If a line of the records holds the word "Leste", copy it out.

** Opening Provided data block **

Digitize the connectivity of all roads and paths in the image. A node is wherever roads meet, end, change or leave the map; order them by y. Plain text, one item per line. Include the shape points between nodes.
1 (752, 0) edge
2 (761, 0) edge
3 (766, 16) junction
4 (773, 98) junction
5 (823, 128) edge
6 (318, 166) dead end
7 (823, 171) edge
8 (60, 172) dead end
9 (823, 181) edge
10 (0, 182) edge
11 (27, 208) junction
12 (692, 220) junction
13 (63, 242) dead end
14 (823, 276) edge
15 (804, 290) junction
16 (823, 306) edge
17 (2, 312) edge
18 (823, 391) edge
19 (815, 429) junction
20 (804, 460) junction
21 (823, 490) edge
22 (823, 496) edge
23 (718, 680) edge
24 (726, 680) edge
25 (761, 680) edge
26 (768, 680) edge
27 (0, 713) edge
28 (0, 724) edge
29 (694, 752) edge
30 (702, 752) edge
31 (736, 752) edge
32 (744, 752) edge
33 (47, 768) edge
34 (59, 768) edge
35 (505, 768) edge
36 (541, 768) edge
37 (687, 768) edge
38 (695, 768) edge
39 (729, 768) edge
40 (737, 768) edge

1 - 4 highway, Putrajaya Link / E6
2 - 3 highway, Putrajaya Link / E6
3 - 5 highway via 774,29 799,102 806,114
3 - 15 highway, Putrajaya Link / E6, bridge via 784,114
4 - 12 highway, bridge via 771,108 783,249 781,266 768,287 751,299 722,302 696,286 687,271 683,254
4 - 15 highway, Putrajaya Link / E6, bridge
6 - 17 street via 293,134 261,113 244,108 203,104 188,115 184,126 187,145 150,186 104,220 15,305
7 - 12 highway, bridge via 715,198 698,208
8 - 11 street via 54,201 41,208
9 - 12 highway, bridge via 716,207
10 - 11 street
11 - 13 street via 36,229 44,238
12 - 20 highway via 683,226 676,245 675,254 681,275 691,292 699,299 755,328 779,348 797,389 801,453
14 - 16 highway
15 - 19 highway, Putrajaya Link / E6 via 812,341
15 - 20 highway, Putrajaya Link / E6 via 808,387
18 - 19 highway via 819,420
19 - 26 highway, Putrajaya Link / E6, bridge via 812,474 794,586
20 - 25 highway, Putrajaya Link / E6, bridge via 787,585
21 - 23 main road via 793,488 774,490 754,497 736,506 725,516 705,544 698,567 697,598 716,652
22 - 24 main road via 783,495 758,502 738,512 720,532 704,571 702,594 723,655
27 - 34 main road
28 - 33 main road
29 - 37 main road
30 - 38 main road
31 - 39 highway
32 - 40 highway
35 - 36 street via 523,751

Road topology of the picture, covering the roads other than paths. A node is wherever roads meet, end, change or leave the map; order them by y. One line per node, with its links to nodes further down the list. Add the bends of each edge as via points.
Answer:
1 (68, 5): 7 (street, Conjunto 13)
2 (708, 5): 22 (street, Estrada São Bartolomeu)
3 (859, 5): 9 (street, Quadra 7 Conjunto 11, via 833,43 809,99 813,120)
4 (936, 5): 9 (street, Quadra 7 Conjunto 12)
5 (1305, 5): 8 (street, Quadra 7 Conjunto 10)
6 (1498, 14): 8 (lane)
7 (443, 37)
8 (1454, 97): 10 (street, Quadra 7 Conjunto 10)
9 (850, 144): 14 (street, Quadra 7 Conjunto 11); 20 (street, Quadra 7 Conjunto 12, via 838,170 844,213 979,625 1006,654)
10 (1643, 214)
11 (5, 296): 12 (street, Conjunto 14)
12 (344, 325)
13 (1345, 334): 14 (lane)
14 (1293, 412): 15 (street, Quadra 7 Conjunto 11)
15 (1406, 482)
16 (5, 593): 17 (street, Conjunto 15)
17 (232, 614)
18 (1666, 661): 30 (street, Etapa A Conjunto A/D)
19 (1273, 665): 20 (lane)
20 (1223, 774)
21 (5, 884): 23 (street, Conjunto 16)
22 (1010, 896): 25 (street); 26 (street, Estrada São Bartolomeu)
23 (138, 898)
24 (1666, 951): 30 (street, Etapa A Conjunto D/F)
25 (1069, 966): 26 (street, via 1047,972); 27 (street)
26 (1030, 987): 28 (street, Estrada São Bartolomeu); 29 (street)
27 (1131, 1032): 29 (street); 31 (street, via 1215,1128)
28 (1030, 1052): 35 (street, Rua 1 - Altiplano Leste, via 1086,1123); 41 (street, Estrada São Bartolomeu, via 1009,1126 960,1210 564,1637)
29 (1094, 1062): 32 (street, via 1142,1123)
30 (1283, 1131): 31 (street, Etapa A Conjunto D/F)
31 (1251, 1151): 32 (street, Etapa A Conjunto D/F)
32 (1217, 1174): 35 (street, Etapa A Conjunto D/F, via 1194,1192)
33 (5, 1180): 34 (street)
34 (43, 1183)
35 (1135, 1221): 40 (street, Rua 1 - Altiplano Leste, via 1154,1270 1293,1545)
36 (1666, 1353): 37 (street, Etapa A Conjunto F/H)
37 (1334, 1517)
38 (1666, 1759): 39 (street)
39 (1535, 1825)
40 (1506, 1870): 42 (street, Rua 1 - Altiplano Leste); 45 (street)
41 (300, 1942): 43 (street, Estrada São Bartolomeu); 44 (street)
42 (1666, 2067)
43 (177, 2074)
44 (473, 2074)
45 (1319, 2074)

** Closing Provided data block **

# Answer space
28 (1030, 1052): 35 (street, Rua 1 - Altiplano Leste, via 1086,1123); 41 (street, Estrada São Bartolomeu, via 1009,1126 960,1210 564,1637)
35 (1135, 1221): 40 (street, Rua 1 - Altiplano Leste, via 1154,1270 1293,1545)
40 (1506, 1870): 42 (street, Rua 1 - Altiplano Leste); 45 (street)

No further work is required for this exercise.